Imagine an ultra-thin smart tablet that can be stretched easily from mini-size to extra large, a rubber band-like wrist monitor that measures your heartbeat, or wallpaper that can double as an electronic display.

These are some of the incredible potential applications of the stretchable smart fabric being developed by a group of US engineering researchers.

Because the material can be produced on a standard printer, it had a major potential cost advantage over current technologies that were expensive to manufacture.

"We can conceivably make the costs of producing flexible electronics comparable to the costs of printing newspapers," said Chuan Wang, an assistant professor of electrical and computer engineering leading the team at Michigan State University.

Chuan Wang, assistant professor of engineering at Michigan State University, displays the stretchable electronic material he and his research team developed in his lab. Photo / Kurt Stepnitz
Chuan Wang, assistant professor of engineering at Michigan State University, displays the stretchable electronic material he and his research team developed in his lab. Photo / Kurt Stepnitz

"Our work could soon lead to printed displays that can easily be stretched to larger sizes, as well as wearable electronics and soft robotics applications."

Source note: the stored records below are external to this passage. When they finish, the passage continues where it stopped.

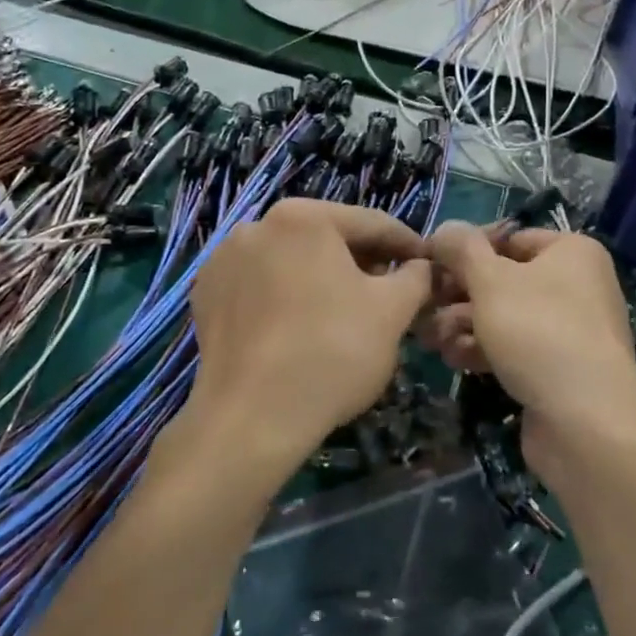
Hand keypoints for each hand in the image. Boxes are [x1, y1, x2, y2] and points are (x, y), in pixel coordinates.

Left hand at [187, 199, 431, 478]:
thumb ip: (416, 277)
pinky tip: (300, 327)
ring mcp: (225, 259)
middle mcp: (257, 225)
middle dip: (362, 262)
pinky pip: (260, 286)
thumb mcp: (393, 311)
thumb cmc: (332, 352)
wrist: (251, 418)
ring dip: (322, 279)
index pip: (371, 224)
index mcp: (303, 217)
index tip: (428, 264)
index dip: (407, 245)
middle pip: (327, 239)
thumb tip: (422, 266)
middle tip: (391, 292)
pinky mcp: (206, 294)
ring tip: (346, 312)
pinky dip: (284, 297)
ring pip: (291, 262)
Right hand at [422, 223, 635, 479]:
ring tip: (432, 339)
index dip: (467, 249)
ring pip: (504, 316)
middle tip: (424, 306)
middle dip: (459, 294)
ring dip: (464, 325)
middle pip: (503, 279)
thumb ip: (463, 250)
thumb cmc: (539, 333)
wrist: (587, 426)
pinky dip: (484, 350)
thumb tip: (445, 228)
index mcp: (572, 252)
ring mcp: (570, 330)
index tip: (430, 264)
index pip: (509, 238)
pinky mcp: (558, 369)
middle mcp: (576, 285)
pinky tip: (455, 360)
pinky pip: (515, 348)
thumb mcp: (491, 281)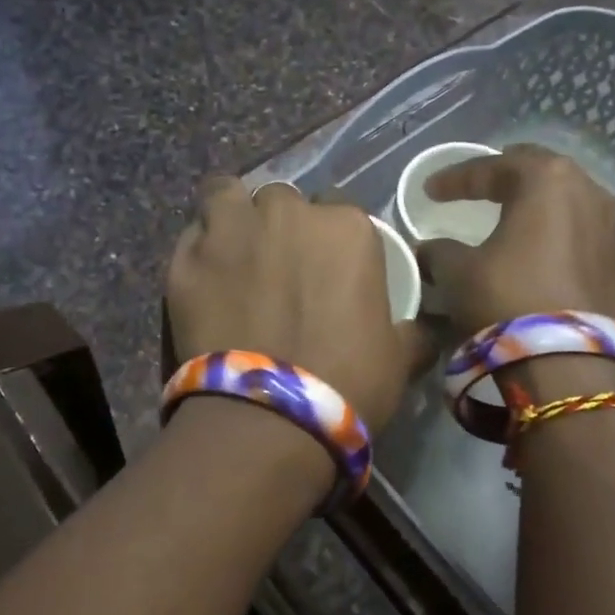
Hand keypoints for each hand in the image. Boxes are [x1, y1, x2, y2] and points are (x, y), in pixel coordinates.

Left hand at [167, 178, 427, 430]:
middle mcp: (286, 213)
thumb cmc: (346, 384)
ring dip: (233, 215)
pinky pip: (192, 235)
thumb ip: (414, 332)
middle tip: (278, 267)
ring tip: (233, 251)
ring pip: (227, 195)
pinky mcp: (185, 260)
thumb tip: (428, 330)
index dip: (330, 238)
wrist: (268, 419)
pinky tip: (203, 278)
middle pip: (282, 200)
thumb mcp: (398, 359)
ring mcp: (230, 231)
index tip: (326, 268)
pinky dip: (199, 249)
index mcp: (345, 228)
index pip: (339, 208)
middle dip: (281, 225)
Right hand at [418, 145, 614, 333]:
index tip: (431, 190)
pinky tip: (538, 258)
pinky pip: (581, 239)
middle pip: (540, 174)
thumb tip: (430, 250)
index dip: (457, 177)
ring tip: (511, 220)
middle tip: (479, 187)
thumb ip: (440, 252)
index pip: (494, 166)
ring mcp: (612, 231)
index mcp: (547, 180)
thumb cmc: (507, 299)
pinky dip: (555, 240)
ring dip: (536, 209)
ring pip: (567, 205)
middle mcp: (589, 194)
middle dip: (506, 179)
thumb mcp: (459, 272)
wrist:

The smart fabric was made up of several materials fabricated from nanomaterials and organic compounds.

These compounds are dissolved in solution to produce different electronic inks, which were run through the printer to make the devices.

From the ink, Wang and his team successfully created the elastic material, the circuit and the organic light-emitting diode (OLED).

The next step was combining the circuit and OLED into a single pixel, which Wang estimated will take one to two years.

There were generally millions of pixels just underneath the screen of a smart tablet or a large display.

Once the researchers successfully combined the circuit and OLED into a working pixel, the smart fabric could be potentially commercialised.

Conceivably, Wang said, the stretchable electronic fabric could be folded and put in one's pocket without breaking.